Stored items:
Content starts
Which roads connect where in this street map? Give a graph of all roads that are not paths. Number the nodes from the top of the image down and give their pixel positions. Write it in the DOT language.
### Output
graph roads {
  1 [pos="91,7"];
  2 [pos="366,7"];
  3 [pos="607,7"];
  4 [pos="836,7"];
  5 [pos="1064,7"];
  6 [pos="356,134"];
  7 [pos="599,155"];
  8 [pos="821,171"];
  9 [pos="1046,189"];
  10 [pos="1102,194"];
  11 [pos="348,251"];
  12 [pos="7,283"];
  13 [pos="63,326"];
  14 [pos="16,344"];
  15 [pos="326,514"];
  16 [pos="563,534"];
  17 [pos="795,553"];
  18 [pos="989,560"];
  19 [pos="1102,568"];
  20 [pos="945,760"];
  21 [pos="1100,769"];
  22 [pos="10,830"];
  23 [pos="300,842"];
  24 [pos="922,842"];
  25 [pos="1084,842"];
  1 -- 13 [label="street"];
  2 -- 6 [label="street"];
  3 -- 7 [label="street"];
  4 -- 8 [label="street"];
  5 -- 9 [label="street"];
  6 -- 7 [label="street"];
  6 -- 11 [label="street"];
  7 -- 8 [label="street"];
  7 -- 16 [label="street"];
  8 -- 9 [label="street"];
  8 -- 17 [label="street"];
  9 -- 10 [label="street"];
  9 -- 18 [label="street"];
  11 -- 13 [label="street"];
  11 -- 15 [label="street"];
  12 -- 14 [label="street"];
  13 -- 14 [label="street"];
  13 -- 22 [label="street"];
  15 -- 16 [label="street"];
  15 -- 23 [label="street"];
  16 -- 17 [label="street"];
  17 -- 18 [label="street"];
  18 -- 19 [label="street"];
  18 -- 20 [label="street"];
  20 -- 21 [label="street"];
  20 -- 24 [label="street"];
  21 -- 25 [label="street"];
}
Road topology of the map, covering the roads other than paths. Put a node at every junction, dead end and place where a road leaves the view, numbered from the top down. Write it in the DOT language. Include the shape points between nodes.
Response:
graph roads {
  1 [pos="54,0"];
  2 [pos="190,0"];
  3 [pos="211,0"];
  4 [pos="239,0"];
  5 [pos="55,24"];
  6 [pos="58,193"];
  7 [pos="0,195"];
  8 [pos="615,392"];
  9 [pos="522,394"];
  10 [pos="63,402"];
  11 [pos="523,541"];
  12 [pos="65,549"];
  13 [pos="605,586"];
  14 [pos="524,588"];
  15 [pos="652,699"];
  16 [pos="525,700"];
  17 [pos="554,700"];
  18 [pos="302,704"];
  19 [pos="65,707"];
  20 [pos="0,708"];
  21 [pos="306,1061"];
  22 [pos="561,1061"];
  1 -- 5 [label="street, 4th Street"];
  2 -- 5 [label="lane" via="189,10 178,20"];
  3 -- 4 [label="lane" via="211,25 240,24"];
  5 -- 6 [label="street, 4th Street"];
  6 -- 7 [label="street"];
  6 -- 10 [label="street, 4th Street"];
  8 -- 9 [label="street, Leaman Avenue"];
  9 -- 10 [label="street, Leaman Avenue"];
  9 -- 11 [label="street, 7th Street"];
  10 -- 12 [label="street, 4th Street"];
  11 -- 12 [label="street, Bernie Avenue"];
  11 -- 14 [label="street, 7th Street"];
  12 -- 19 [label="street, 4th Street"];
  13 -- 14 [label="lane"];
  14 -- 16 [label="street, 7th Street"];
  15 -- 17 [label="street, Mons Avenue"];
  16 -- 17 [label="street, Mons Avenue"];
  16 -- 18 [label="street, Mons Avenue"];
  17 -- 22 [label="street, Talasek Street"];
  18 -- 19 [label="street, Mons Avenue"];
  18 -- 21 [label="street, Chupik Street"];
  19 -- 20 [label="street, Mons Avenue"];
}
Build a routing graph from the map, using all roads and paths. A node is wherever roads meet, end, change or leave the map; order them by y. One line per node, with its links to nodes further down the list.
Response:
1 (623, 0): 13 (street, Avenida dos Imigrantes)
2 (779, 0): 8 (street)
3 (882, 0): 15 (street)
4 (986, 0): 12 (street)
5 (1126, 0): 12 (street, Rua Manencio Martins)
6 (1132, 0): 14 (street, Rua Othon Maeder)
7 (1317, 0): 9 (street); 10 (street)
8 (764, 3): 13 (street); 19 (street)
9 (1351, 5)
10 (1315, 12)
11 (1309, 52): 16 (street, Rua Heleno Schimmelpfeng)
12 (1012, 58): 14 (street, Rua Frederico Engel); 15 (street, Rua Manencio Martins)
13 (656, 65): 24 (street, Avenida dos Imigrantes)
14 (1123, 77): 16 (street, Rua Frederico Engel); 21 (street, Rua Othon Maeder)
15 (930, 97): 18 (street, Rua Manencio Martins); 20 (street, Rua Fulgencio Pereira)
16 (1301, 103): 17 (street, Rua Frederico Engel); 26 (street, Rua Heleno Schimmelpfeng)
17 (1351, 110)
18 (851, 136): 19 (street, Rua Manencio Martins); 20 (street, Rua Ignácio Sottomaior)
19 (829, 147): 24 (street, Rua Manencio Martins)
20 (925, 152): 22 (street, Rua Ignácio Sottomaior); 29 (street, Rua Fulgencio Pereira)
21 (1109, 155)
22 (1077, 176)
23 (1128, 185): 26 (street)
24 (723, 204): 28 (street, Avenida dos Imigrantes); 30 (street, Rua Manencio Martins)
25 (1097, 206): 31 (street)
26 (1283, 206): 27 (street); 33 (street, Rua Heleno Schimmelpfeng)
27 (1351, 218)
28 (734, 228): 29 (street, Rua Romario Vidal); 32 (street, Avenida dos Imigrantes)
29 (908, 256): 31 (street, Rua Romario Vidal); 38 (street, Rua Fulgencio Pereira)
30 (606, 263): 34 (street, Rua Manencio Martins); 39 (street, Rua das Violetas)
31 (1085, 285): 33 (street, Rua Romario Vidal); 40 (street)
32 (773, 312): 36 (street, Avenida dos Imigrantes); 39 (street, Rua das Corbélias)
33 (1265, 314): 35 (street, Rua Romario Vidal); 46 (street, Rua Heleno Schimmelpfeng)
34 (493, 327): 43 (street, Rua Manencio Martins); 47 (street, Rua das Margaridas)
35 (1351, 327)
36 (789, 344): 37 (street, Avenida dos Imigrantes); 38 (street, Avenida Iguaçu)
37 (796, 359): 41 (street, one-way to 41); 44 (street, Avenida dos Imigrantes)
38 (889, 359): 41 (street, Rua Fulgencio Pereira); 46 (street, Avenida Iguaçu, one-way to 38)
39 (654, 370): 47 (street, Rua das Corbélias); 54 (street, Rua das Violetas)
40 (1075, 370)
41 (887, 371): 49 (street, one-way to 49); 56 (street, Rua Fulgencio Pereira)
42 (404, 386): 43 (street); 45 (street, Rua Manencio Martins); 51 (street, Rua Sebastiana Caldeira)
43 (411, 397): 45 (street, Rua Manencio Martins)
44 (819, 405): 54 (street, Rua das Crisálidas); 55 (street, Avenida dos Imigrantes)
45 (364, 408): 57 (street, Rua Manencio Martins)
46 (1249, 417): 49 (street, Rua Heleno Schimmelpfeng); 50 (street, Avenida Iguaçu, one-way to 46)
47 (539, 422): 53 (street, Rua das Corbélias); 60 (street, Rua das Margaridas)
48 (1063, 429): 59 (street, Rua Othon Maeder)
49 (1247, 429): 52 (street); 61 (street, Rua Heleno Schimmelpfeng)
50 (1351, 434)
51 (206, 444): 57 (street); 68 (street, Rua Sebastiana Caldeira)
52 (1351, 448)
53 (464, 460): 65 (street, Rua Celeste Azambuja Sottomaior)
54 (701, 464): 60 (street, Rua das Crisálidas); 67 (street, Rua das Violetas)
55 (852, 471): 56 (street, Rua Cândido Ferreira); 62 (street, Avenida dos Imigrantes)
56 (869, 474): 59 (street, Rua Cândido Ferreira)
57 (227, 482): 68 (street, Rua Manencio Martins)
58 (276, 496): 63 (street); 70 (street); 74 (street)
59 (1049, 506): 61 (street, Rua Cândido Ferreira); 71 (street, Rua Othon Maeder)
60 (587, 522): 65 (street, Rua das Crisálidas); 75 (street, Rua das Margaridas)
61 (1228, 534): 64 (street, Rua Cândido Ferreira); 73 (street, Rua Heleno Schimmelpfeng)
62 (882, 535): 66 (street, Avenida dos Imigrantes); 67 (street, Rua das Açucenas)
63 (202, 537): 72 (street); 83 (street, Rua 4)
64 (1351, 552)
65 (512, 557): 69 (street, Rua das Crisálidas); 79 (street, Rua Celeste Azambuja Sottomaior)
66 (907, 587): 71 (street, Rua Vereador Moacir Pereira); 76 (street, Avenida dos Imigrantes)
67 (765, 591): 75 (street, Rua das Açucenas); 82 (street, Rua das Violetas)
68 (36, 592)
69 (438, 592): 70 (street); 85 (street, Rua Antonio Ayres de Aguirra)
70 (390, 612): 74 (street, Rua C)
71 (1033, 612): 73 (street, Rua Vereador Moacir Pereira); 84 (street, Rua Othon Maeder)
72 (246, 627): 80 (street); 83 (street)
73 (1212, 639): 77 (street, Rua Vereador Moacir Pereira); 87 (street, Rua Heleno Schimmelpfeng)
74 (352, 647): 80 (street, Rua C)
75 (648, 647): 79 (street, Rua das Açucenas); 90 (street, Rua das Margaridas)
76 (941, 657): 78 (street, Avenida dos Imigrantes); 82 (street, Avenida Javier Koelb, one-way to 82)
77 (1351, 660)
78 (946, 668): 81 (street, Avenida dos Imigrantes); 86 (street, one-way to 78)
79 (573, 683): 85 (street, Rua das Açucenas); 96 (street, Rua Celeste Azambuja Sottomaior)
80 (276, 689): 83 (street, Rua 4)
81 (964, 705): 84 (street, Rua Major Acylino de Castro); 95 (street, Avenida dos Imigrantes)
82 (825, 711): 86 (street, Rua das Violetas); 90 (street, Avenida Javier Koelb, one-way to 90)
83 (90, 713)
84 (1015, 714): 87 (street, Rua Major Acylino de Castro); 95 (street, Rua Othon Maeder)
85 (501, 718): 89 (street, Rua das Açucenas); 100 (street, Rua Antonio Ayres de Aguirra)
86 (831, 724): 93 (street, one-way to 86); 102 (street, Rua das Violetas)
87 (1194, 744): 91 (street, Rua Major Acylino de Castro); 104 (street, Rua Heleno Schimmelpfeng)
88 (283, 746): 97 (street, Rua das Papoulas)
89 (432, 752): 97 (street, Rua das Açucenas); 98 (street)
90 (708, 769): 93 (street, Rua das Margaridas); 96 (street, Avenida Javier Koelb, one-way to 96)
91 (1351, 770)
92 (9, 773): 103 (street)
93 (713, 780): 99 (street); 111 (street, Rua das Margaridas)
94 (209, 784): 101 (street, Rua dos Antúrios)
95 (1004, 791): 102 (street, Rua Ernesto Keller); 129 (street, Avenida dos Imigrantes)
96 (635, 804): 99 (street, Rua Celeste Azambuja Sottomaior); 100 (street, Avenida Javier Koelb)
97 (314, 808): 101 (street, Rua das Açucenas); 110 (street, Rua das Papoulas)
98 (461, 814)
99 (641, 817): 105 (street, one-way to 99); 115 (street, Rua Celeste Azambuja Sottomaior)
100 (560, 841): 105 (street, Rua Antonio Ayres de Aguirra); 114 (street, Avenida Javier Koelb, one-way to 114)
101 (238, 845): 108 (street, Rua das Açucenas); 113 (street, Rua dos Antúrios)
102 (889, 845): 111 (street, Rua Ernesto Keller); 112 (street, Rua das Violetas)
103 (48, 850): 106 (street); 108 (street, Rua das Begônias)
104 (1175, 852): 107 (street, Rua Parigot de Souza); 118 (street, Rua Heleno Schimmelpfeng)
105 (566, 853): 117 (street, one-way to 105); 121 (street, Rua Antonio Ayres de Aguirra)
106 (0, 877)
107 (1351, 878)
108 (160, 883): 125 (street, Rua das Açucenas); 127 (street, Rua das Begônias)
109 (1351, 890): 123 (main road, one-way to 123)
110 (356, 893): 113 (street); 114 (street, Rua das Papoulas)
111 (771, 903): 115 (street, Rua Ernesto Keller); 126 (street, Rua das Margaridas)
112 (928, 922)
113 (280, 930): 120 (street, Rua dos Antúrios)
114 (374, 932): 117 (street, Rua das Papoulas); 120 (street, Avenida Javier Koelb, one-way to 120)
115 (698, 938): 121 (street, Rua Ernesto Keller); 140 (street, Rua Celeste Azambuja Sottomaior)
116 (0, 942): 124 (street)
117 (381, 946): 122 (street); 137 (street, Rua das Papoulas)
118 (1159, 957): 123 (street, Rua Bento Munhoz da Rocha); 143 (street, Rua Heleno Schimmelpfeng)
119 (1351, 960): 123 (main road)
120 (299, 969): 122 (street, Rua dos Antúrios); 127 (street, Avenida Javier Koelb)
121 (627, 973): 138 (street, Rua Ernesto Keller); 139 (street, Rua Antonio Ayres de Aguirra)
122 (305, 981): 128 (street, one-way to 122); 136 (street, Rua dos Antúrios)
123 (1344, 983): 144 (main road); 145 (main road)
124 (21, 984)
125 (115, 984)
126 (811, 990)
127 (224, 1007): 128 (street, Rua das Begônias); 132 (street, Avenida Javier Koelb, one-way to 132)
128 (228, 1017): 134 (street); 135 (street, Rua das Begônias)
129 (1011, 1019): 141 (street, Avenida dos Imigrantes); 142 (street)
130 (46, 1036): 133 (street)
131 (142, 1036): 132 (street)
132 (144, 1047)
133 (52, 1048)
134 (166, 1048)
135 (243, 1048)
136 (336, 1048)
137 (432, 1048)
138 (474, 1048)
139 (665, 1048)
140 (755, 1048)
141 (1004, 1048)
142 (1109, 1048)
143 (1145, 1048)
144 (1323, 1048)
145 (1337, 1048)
Content ends
### REQUIREMENT
Look through the lines above and collect those with the word "Castro".

### SOLUTION TO THIS TASK
81 (964, 705): 84 (street, Rua Major Acylino de Castro); 95 (street, Avenida dos Imigrantes)
84 (1015, 714): 87 (street, Rua Major Acylino de Castro); 95 (street, Rua Othon Maeder)
87 (1194, 744): 91 (street, Rua Major Acylino de Castro); 104 (street, Rua Heleno Schimmelpfeng)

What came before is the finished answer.